While the above narrative looks good on paper, APMCs are rent-seeking and monopsonistic in nature, prohibiting transparent price discovery, leading to the traders walking away with the lion's share and the farmers getting 25% of the price paid by the end consumer, at best. While the “front end” activities – including wholesaling, processing, logistics, and retailing – are rapidly evolving through the intervention of private enterprise, the “back end” activities of production have been continuously fragmenting. The government is trying to improve this linkage issue through 3 ordinances passed in June which we have covered earlier.
In today’s post, we will deep dive into ‘The Farmers' (Empowerment and Protection) Agreement on Price Assurance and Farm Services Ordinance, 2020’ which provides a legal basis to the practice of contract farming in India’s agriculture and allied sectors.
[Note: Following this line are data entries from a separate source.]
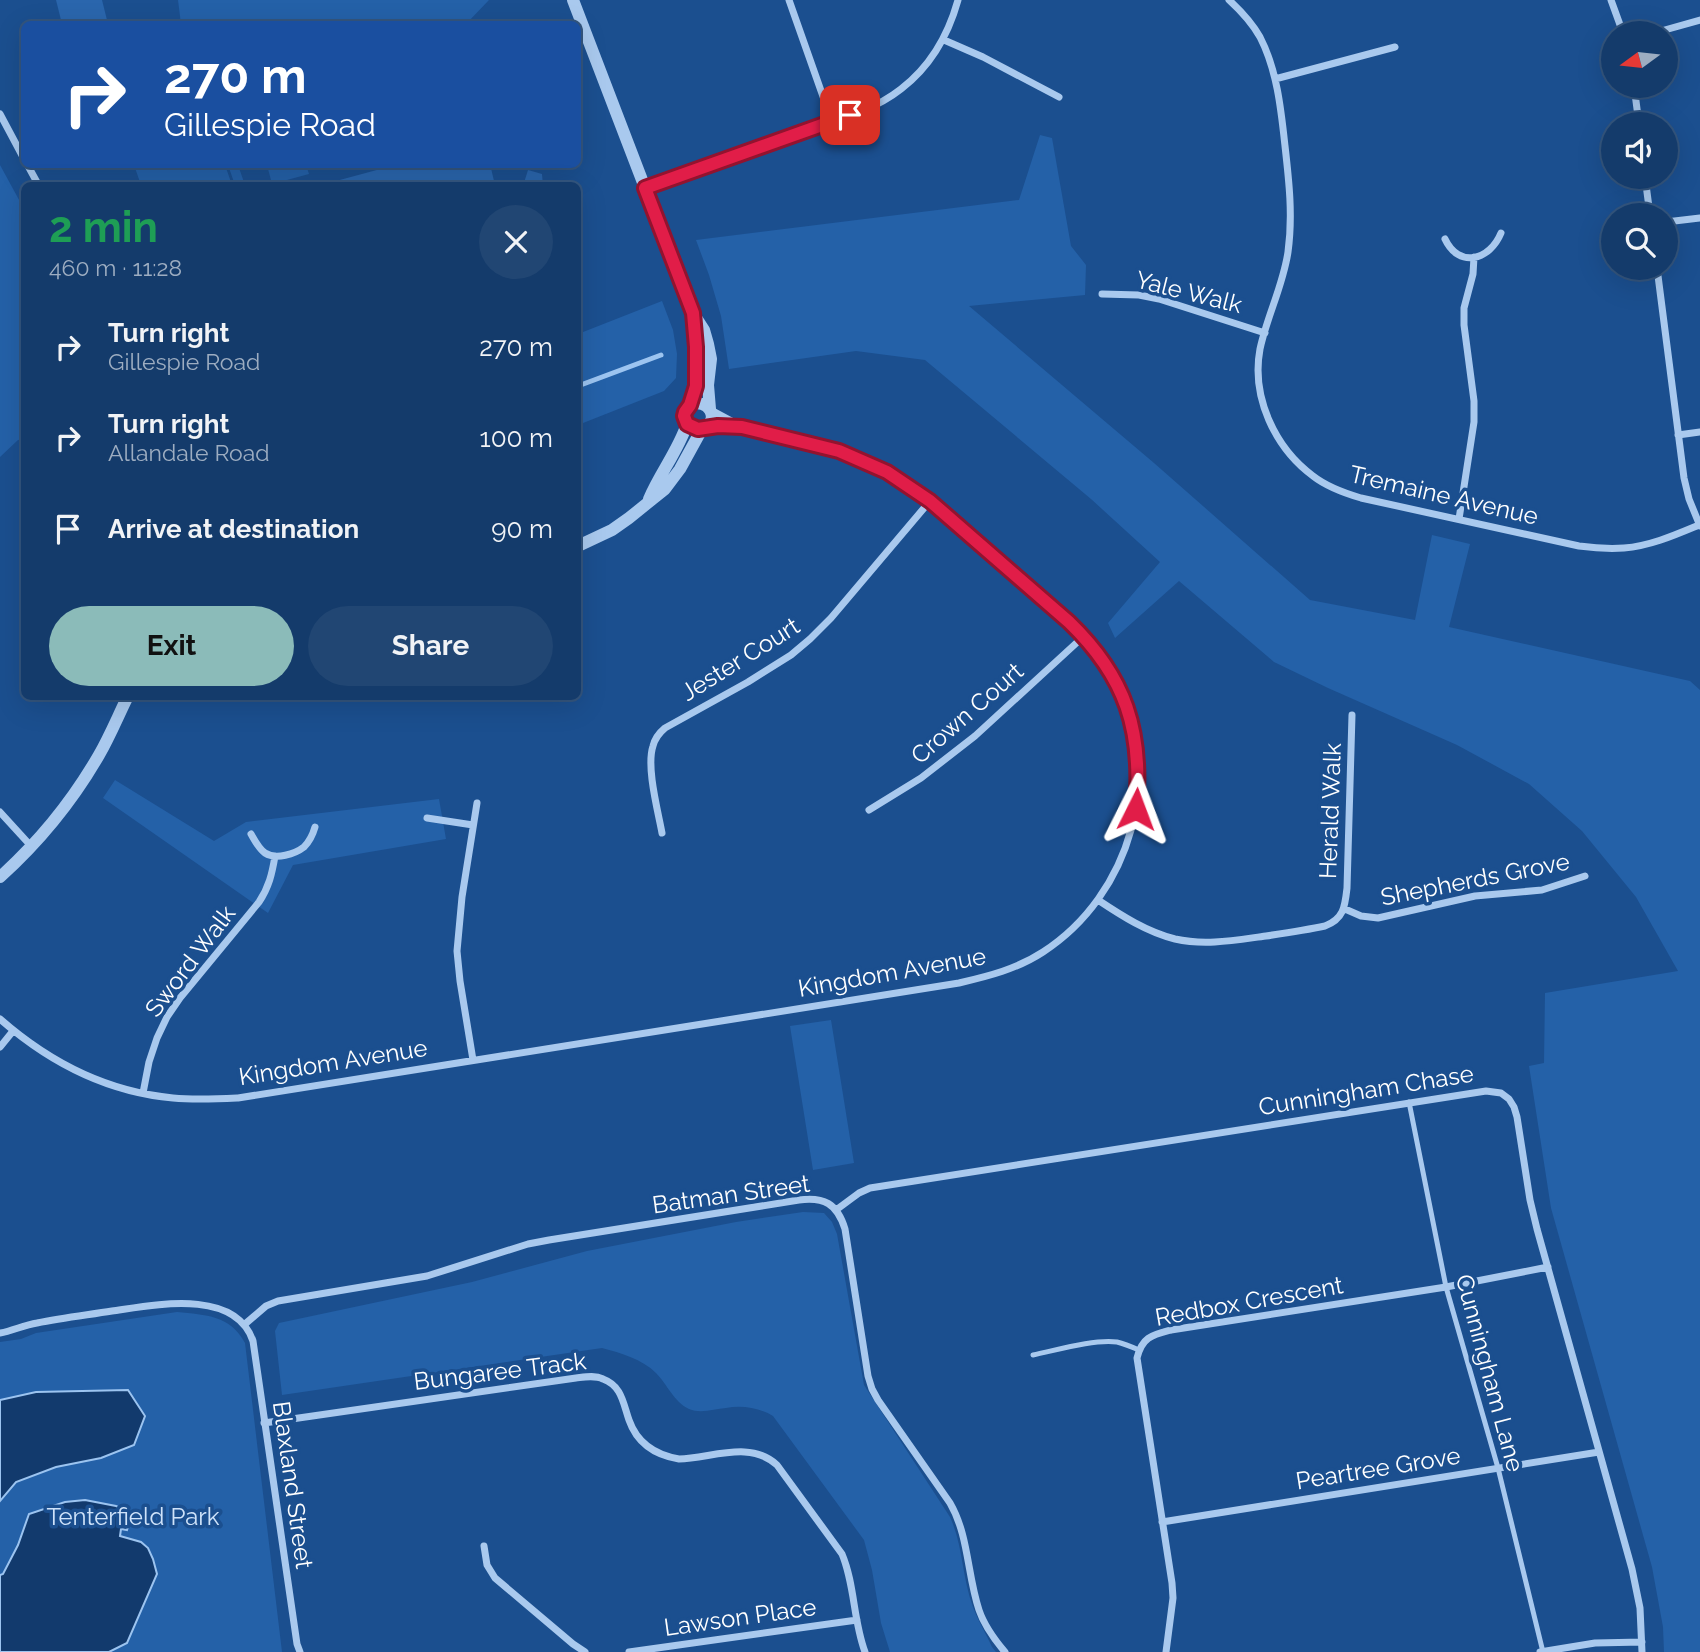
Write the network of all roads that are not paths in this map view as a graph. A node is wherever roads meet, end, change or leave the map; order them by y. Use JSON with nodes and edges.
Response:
{"nodes":[{"id":1,"x":573,"y":0,"type":"edge"},
{"id":2,"x":789,"y":0,"type":"edge"},
{"id":3,"x":958,"y":0,"type":"edge"},
{"id":4,"x":1229,"y":0,"type":"edge"},
{"id":5,"x":1611,"y":0,"type":"edge"},
{"id":6,"x":1700,"y":20,"type":"edge"},
{"id":7,"x":1619,"y":21,"type":"edge"},
{"id":8,"x":1678,"y":26,"type":"edge"},
{"id":9,"x":944,"y":40,"type":"junction"},
{"id":10,"x":1395,"y":47,"type":"dead end"},
{"id":11,"x":1275,"y":79,"type":"junction"},
{"id":12,"x":1059,"y":97,"type":"dead end"},
{"id":13,"x":0,"y":114,"type":"edge"},
{"id":14,"x":832,"y":122,"type":"junction"},
{"id":15,"x":21,"y":153,"type":"edge"},
{"id":16,"x":645,"y":188,"type":"junction"},
{"id":17,"x":1700,"y":218,"type":"edge"},
{"id":18,"x":1678,"y":221,"type":"edge"},
{"id":19,"x":1501,"y":233,"type":"dead end"},
{"id":20,"x":1445,"y":239,"type":"dead end"},
{"id":21,"x":1474,"y":257,"type":"junction"},
{"id":22,"x":1659,"y":280,"type":"edge"},
{"id":23,"x":1101,"y":294,"type":"dead end"},
{"id":24,"x":693,"y":313,"type":"junction"},
{"id":25,"x":1265,"y":332,"type":"junction"},
{"id":26,"x":690,"y":405,"type":"junction"},
{"id":27,"x":710,"y":410,"type":"junction"},
{"id":28,"x":687,"y":424,"type":"junction"},
{"id":29,"x":742,"y":427,"type":"junction"},
{"id":30,"x":703,"y":428,"type":"junction"},
{"id":31,"x":1700,"y":432,"type":"edge"},
{"id":32,"x":1678,"y":435,"type":"junction"},
{"id":33,"x":930,"y":501,"type":"junction"},
{"id":34,"x":647,"y":502,"type":"junction"},
{"id":35,"x":1459,"y":519,"type":"junction"},
{"id":36,"x":1700,"y":526,"type":"edge"},
{"id":37,"x":581,"y":545,"type":"edge"},
{"id":38,"x":1084,"y":636,"type":"junction"},
{"id":39,"x":126,"y":700,"type":"edge"},
{"id":40,"x":1352,"y":715,"type":"dead end"},
{"id":41,"x":477,"y":803,"type":"dead end"},
{"id":42,"x":869,"y":810,"type":"dead end"},
{"id":43,"x":0,"y":812,"type":"edge"},
{"id":44,"x":427,"y":818,"type":"dead end"},
{"id":45,"x":473,"y":825,"type":"junction"},
{"id":46,"x":316,"y":827,"type":"dead end"},
{"id":47,"x":662,"y":833,"type":"dead end"},
{"id":48,"x":251,"y":834,"type":"dead end"},
{"id":49,"x":31,"y":846,"type":"junction"},
{"id":50,"x":275,"y":856,"type":"junction"},
{"id":51,"x":1585,"y":876,"type":"dead end"},
{"id":52,"x":0,"y":877,"type":"edge"},
{"id":53,"x":1098,"y":900,"type":"junction"},
{"id":54,"x":1345,"y":909,"type":"junction"},
{"id":55,"x":0,"y":1019,"type":"edge"},
{"id":56,"x":13,"y":1031,"type":"junction"},
{"id":57,"x":0,"y":1047,"type":"edge"},
{"id":58,"x":473,"y":1060,"type":"junction"},
{"id":59,"x":144,"y":1093,"type":"junction"},
{"id":60,"x":1409,"y":1102,"type":"junction"},
{"id":61,"x":836,"y":1210,"type":"junction"},
{"id":62,"x":1548,"y":1267,"type":"junction"},
{"id":63,"x":1446,"y":1287,"type":"junction"},
{"id":64,"x":244,"y":1324,"type":"junction"},
{"id":65,"x":0,"y":1333,"type":"edge"},
{"id":66,"x":1139,"y":1350,"type":"junction"},
{"id":67,"x":1033,"y":1355,"type":"dead end"},
{"id":68,"x":264,"y":1423,"type":"junction"},
{"id":69,"x":1600,"y":1452,"type":"junction"},
{"id":70,"x":1499,"y":1468,"type":"junction"},
{"id":71,"x":1162,"y":1522,"type":"junction"},
{"id":72,"x":484,"y":1546,"type":"dead end"},
{"id":73,"x":856,"y":1620,"type":"junction"},
{"id":74,"x":1642,"y":1642,"type":"junction"},
{"id":75,"x":300,"y":1652,"type":"edge"},
{"id":76,"x":585,"y":1652,"type":"edge"},
{"id":77,"x":629,"y":1652,"type":"edge"},
{"id":78,"x":865,"y":1652,"type":"edge"},
{"id":79,"x":1005,"y":1652,"type":"edge"},
{"id":80,"x":1166,"y":1652,"type":"edge"},
{"id":81,"x":1541,"y":1652,"type":"edge"},
{"id":82,"x":1642,"y":1652,"type":"edge"}],
"edges":[{"from":1,"to":16,"type":"street"},
{"from":2,"to":14,"type":"street"},
{"from":3,"to":9,"type":"street"},
{"from":4,"to":11,"type":"street","name":"Tremaine Avenue"},
{"from":5,"to":7,"type":"street"},
{"from":6,"to":8,"type":"street"},
{"from":9,"to":12,"type":"street"},
{"from":9,"to":14,"type":"street"},
{"from":10,"to":11,"type":"street"},
{"from":11,"to":25,"type":"street","name":"Tremaine Avenue"},
{"from":13,"to":15,"type":"street"},
{"from":14,"to":16,"type":"street"},
{"from":16,"to":24,"type":"street"},
{"from":17,"to":18,"type":"street"},
{"from":19,"to":21,"type":"street"},
{"from":20,"to":21,"type":"street"},
{"from":21,"to":35,"type":"street"},
{"from":22,"to":32,"type":"street"},
{"from":23,"to":25,"type":"street","name":"Yale Walk"},
{"from":24,"to":26,"type":"street"},
{"from":24,"to":27,"type":"street"},
{"from":25,"to":35,"type":"street","name":"Tremaine Avenue"},
{"from":26,"to":27,"type":"street"},
{"from":26,"to":28,"type":"street"},
{"from":27,"to":29,"type":"street","name":"Kingdom Avenue"},
{"from":27,"to":30,"type":"street"},
{"from":28,"to":30,"type":"street"},
{"from":28,"to":34,"type":"street"},
{"from":29,"to":30,"type":"street","name":"Kingdom Avenue"},
{"from":29,"to":33,"type":"street","name":"Kingdom Avenue"},
{"from":30,"to":34,"type":"street"},
{"from":31,"to":32,"type":"street"},
{"from":32,"to":36,"type":"street"},
{"from":33,"to":38,"type":"street","name":"Kingdom Avenue"},
{"from":33,"to":47,"type":"street","name":"Jester Court"},
{"from":34,"to":37,"type":"street"},
{"from":35,"to":36,"type":"street","name":"Tremaine Avenue"},
{"from":38,"to":42,"type":"street","name":"Crown Court"},
{"from":38,"to":53,"type":"street","name":"Kingdom Avenue"},
{"from":39,"to":49,"type":"street"},
{"from":40,"to":54,"type":"street","name":"Herald Walk"},
{"from":41,"to":45,"type":"street"},
{"from":43,"to":49,"type":"street"},
{"from":44,"to":45,"type":"street"},
{"from":45,"to":58,"type":"street"},
{"from":46,"to":50,"type":"street"},
{"from":48,"to":50,"type":"street"},
{"from":49,"to":52,"type":"street"},
{"from":50,"to":59,"type":"street","name":"Sword Walk"},
{"from":51,"to":54,"type":"street","name":"Shepherds Grove"},
{"from":53,"to":54,"type":"street"},
{"from":53,"to":58,"type":"street","name":"Kingdom Avenue"},
{"from":55,"to":56,"type":"street","name":"Kingdom Avenue"},
{"from":56,"to":57,"type":"street"},
{"from":56,"to":59,"type":"street","name":"Kingdom Avenue"},
{"from":58,"to":59,"type":"street","name":"Kingdom Avenue"},
{"from":60,"to":61,"type":"street","name":"Cunningham Chase"},
{"from":60,"to":62,"type":"street","name":"Cunningham Chase"},
{"from":60,"to":63,"type":"lane","name":"Cunningham Lane"},
{"from":61,"to":64,"type":"street","name":"Batman Street"},
{"from":61,"to":79,"type":"street","name":"Batman Street"},
{"from":62,"to":63,"type":"street","name":"Redbox Crescent"},
{"from":62,"to":69,"type":"street","name":"Cunningham Chase"},
{"from":63,"to":66,"type":"street","name":"Redbox Crescent"},
{"from":63,"to":70,"type":"lane","name":"Cunningham Lane"},
{"from":64,"to":65,"type":"street"},
{"from":64,"to":68,"type":"street","name":"Blaxland Street"},
{"from":66,"to":67,"type":"lane"},
{"from":66,"to":71,"type":"street","name":"Redbox Crescent"},
{"from":68,"to":73,"type":"street","name":"Bungaree Track"},
{"from":68,"to":75,"type":"street","name":"Blaxland Street"},
{"from":69,"to":70,"type":"street","name":"Peartree Grove"},
{"from":69,"to":74,"type":"street","name":"Cunningham Chase"},
{"from":70,"to":71,"type":"street","name":"Peartree Grove"},
{"from":70,"to":81,"type":"lane","name":"Cunningham Lane"},
{"from":71,"to":80,"type":"street","name":"Redbox Crescent"},
{"from":72,"to":76,"type":"street"},
{"from":73,"to":77,"type":"street","name":"Lawson Place"},
{"from":73,"to":78,"type":"street","name":"Bungaree Track"},
{"from":74,"to":81,"type":"street"},
{"from":74,"to":82,"type":"street","name":"Cunningham Chase"}]}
What used to happen until now?
It is not that contract farming is new to India or it did not have any legal backing. Under the Model APMC Act, 2003, contract farming was permitted and the APMCs were given the responsibility to record the contracts and mandated to resolve the disputes in such contracts. For this APMCs’ charged market fee and other levies, which varied from state to state. However, only 14 states have issued rules to govern contract farming. Only 15 companies have entered into contract farming for cotton and barley in Punjab, Haryana, MP, Gujarat, Maharashtra, Karnataka and Chhattisgarh. Reliance, Spencer’s, Subhiksha, More, Food Bazaar, Field Fresh, Pepsico, and Nijjer currently use this procurement model. Contract manufacturing has also seen limited success in seed and poultry farming. Informal contracts between industry and farmers are also quite common. A case in point is West Bengal, where many small and marginal farmers grow chips grade potatoes under contractual arrangements without written contracts.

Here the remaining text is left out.